If the maxConcurrentConsumers has not been reached and an existing consumer is active for 10 consecutive cycles AND at least 10 seconds has elapsed since the last consumer was started, a new consumer is started. A consumer is considered active if it received at least one message in txSize * receiveTimeout milliseconds.

With the default settings, the algorithm to decrease consumers works as follows:

If there are more than concurrentConsumers running and a consumer detects 10 consecutive timeouts (idle) AND the last consumer was stopped at least 60 seconds ago, a consumer will be stopped. The timeout depends on the receiveTimeout and the txSize properties. A consumer is considered idle if it receives no messages in txSize * receiveTimeout milliseconds. So, with the default timeout (1 second) and a txSize of 4, stopping a consumer will be considered after 40 seconds of idle time (4 timeouts correspond to 1 idle detection).

[Note]Note

Practically, consumers will only be stopped if the whole container is idle for some time. This is because the broker will share its work across all the active consumers.

3.1.17 Exclusive Consumer

Also starting with version 1.3, the listener container can be configured with a single exclusive consumer; this prevents other containers from consuming from the queue(s) until the current consumer is cancelled. The concurrency of such a container must be 1.

When using exclusive consumers, other containers will attempt to consume from the queue(s) according to the recoveryInterval property, and log a WARNing if the attempt fails.

3.1.18 Listener Container Queues

version 1.3 introduced a number of improvements for handling multiple queues in a listener container.

The container must be configured to listen on at least one queue; this was the case previously too, but now queues can be added and removed at runtime. The container will recycle (cancel and re-create) the consumers when any pre-fetched messages have been processed. See methods addQueues, addQueueNames, removeQueues and removeQueueNames. When removing queues, at least one queue must remain.

A consumer will now start if any of its queues are available - previously the container would stop if any queues were unavailable. Now, this is only the case if none of the queues are available. If not all queues are available, the container will attempt to passively declare (and consume from) the missing queue(s) every 60 seconds.

Also, if a consumer receives a cancel from the broker (for example if a queue is deleted) the consumer will attempt to recover and the recovered consumer will continue to process messages from any other configured queues. Previously a cancel on one queue cancelled the entire consumer and eventually the container would stop due to the missing queue.

If you wish to permanently remove a queue, you should update the container before or after deleting to queue, to avoid future attempts to consume from it.

3.1.19 Resilience: Recovering from Errors and Broker Failures

Introduction

Some of the key (and most popular) high-level features that Spring AMQP provides are to do with recovery and automatic re-connection in the event of a protocol error or broker failure. We have seen all the relevant components already in this guide, but it should help to bring them all together here and call out the features and recovery scenarios individually.

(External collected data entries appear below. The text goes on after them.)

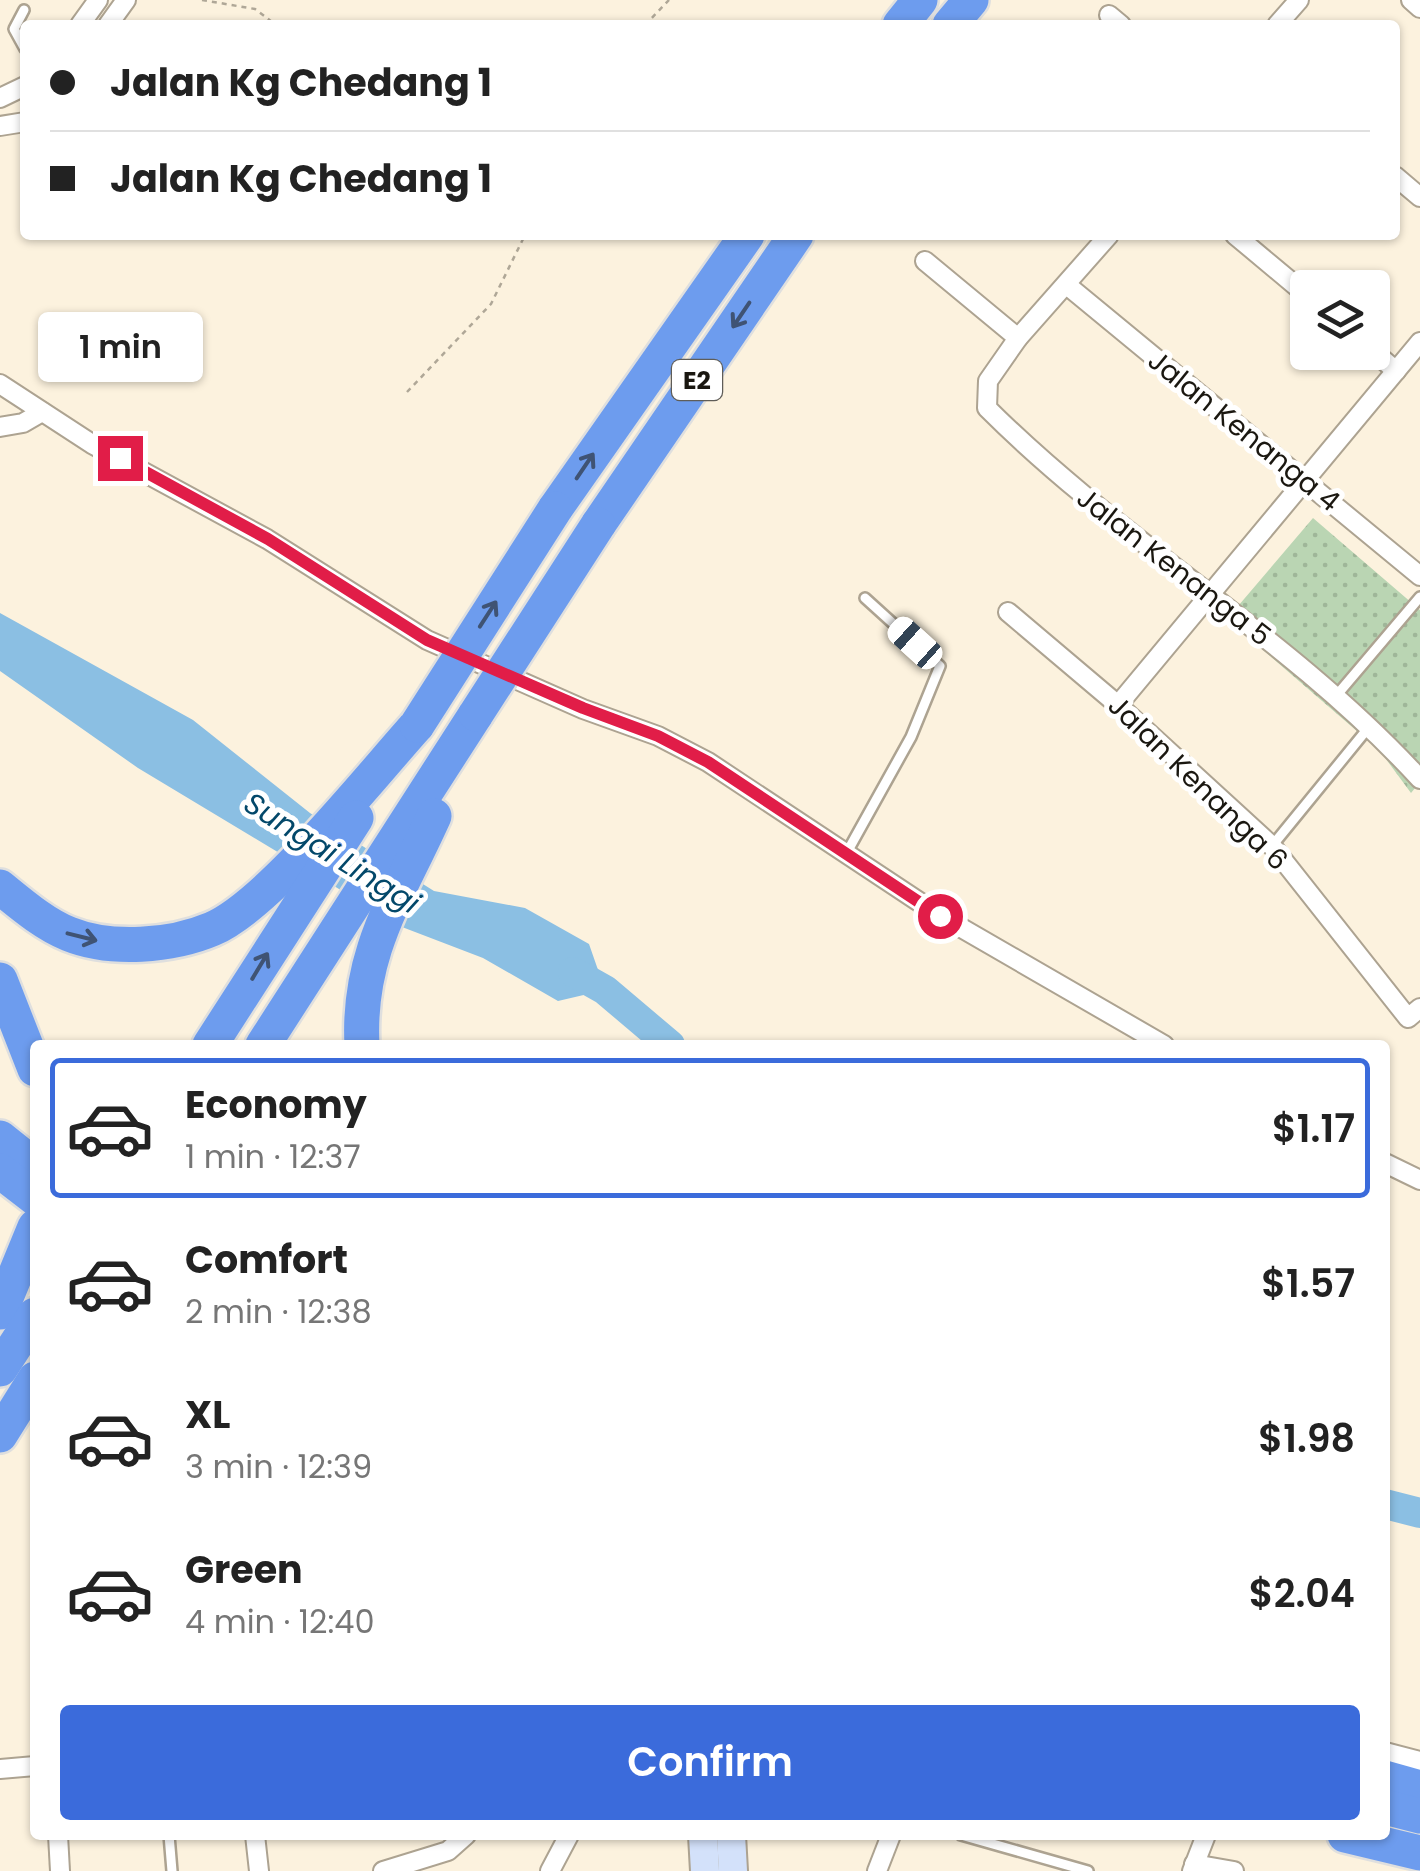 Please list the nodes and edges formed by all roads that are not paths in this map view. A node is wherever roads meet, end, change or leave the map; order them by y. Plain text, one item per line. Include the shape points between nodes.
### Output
1 (920, 0) edge
2 (971, 0) edge
3 (1299, 0) edge
4 (1410, 0) edge
5 (1420, 8) edge
6 (24, 10) dead end
7 (904, 20) edge
8 (954, 20) edge
9 (1281, 20) edge
10 (20, 40) edge
11 (1400, 180) edge
12 (1420, 197) edge
13 (743, 240) edge
14 (793, 240) edge
15 (1106, 240) edge
16 (1241, 240) edge
17 (925, 261) dead end
18 (1290, 281) edge
19 (1068, 286) junction
20 (1018, 338) junction
21 (1420, 342) edge
22 (1390, 365) edge
23 (1396, 370) junction
24 (0, 384) edge
25 (42, 412) junction
26 (0, 427) edge
27 (1305, 481) junction
28 (1420, 576) edge
29 (1212, 593) junction
30 (1420, 597) edge
31 (865, 598) dead end
32 (1008, 612) dead end
33 (1336, 696) junction
34 (1118, 705) junction
35 (1370, 725) junction
36 (1420, 779) edge
37 (1272, 846) junction
38 (846, 854) junction
39 (296, 881) junction
40 (0, 887) edge
41 (365, 919) junction
42 (0, 980) edge
43 (1414, 1013) edge
44 (213, 1040) edge
45 (267, 1040) edge
46 (362, 1040) edge
47 (1155, 1040) edge
48 (30, 1056) edge
49 (0, 1138) edge
50 (30, 1162) edge
51 (1390, 1165) edge
52 (0, 1171) edge
53 (1420, 1180) edge
54 (30, 1194) edge
55 (30, 1240) edge
56 (8, 1297) edge
57 (30, 1339) edge
58 (21, 1381) edge
59 (0, 1436) edge
60 (0, 1450) edge
61 (1390, 1753) edge
62 (1420, 1761) edge
63 (30, 1766) edge
64 (0, 1768) edge
65 (1390, 1779) edge
66 (1420, 1788) edge
67 (1390, 1808) edge
68 (1420, 1816) edge
69 (58, 1840) edge
70 (169, 1840) edge
71 (255, 1840) edge
72 (460, 1840) edge
73 (566, 1840) edge
74 (703, 1840) edge
75 (731, 1840) edge
76 (889, 1840) edge
77 (980, 1840) edge
78 (1204, 1840) edge
79 (1360, 1840) edge
80 (1420, 1853) edge
81 (1193, 1867) edge
82 (60, 1871) edge
83 (172, 1871) edge
84 (258, 1871) edge
85 (382, 1871) edge
86 (550, 1871) edge
87 (705, 1871) edge
88 (733, 1871) edge
89 (877, 1871) edge
90 (1088, 1871) edge
91 (1234, 1871) edge

1 - 7 highway
2 - 8 highway
3 - 9 street
4 - 5 street
6 - 10 lane via 14,29
11 - 12 street
39 -> 13 highway, E2, bridge via 417,725 555,509
14 -> 41 highway, E2, bridge via 476,714 432,820
15 - 19 street, Jalan Kenanga 5
16 - 18 street
17 - 20 street
19 - 20 street, Jalan Kenanga 5
19 - 27 street, Jalan Kenanga 4
20 - 29 street, Jalan Kenanga 5 via 988,381 987,408 1046,467
21 - 23 street
22 - 23 street
23 - 27 street
24 - 25 street
25 - 26 street
25 - 38 street via 268,539 427,640 658,736
27 - 28 street, Jalan Kenanga 4
27 - 29 street
29 - 33 street, Jalan Kenanga 5
29 - 34 street
30 - 33 lane
31 - 38 lane via 940,666 911,736
32 - 34 street, Jalan Kenanga 6
33 - 35 street, Jalan Kenanga 5
34 - 37 street, Jalan Kenanga 6
35 - 36 street, Jalan Kenanga 5
35 - 37 lane
37 - 43 street, Jalan Kenanga 6
38 - 47 street
40 -> 39 highway via 70,935 168,943 214,928
44 -> 39 highway
41 - 45 highway
41 - 46 highway
42 - 48 highway
49 - 50 highway
51 - 53 street
52 - 54 highway
55 - 56 highway
57 - 58 highway
58 - 59 highway
58 - 60 highway
61 - 62 street
63 - 64 street
65 - 66 highway
67 - 68 highway
69 - 82 street
70 - 83 lane
71 - 84 street
72 - 85 street via 448,1851
73 - 86 street
74 - 87 main road
75 - 88 main road
76 - 89 street
77 - 90 lane
78 - 81 street
79 - 80 highway
81 - 91 street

The primary reconnection features are enabled by the CachingConnectionFactory itself. It is also often beneficial to use the RabbitAdmin auto-declaration features. In addition, if you care about guaranteed delivery, you probably also need to use the channelTransacted flag in RabbitTemplate and SimpleMessageListenerContainer and also the AcknowledgeMode.AUTO (or manual if you do the acks yourself) in the SimpleMessageListenerContainer.

Automatic Declaration of Exchanges, Queues and Bindings

The RabbitAdmin component can declare exchanges, queues and bindings on startup. It does this lazily, through a ConnectionListener, so if the broker is not present on startup it doesn’t matter. The first time a Connection is used (e.g. by sending a message) the listener will fire and the admin features will be applied. A further benefit of doing the auto declarations in a listener is that if the connection is dropped for any reason (e.g. broker death, network glitch, etc.) they will be applied again the next time they are needed.

[Note]Note

Queues declared this way must have fixed names; either explicitly declared, or generated by the framework for AnonymousQueue s. Anonymous queues are non-durable, exclusive, and auto-delete.

[Important]Important

Automatic declaration is only performed when the CachingConnectionFactory cache mode is CHANNEL (the default). This limitation exists because exclusive and auto-delete queues are bound to the connection.

Failures in Synchronous Operations and Options for Retry

If you lose your connection to the broker in a synchronous sequence using RabbitTemplate (for instance), then Spring AMQP will throw an AmqpException (usually but not always AmqpIOException). We don’t try to hide the fact that there was a problem, so you have to be able to catch and respond to the exception. The easiest thing to do if you suspect that the connection was lost, and it wasn’t your fault, is to simply try the operation again. You can do this manually, or you could look at using Spring Retry to handle the retry (imperatively or declaratively).

Spring Retry provides a couple of AOP interceptors and a great deal of flexibility to specify the parameters of the retry (number of attempts, exception types, backoff algorithm etc.). Spring AMQP also provides some convenience factory beans for creating Spring Retry interceptors in a convenient form for AMQP use cases, with strongly typed callback interfaces for you to implement custom recovery logic. See the Javadocs and properties of StatefulRetryOperationsInterceptor and StatelessRetryOperationsInterceptor for more detail. Stateless retry is appropriate if there is no transaction or if a transaction is started inside the retry callback. Note that stateless retry is simpler to configure and analyse than stateful retry, but it is not usually appropriate if there is an ongoing transaction which must be rolled back or definitely is going to roll back. A dropped connection in the middle of a transaction should have the same effect as a rollback, so for reconnection where the transaction is started higher up the stack, stateful retry is usually the best choice.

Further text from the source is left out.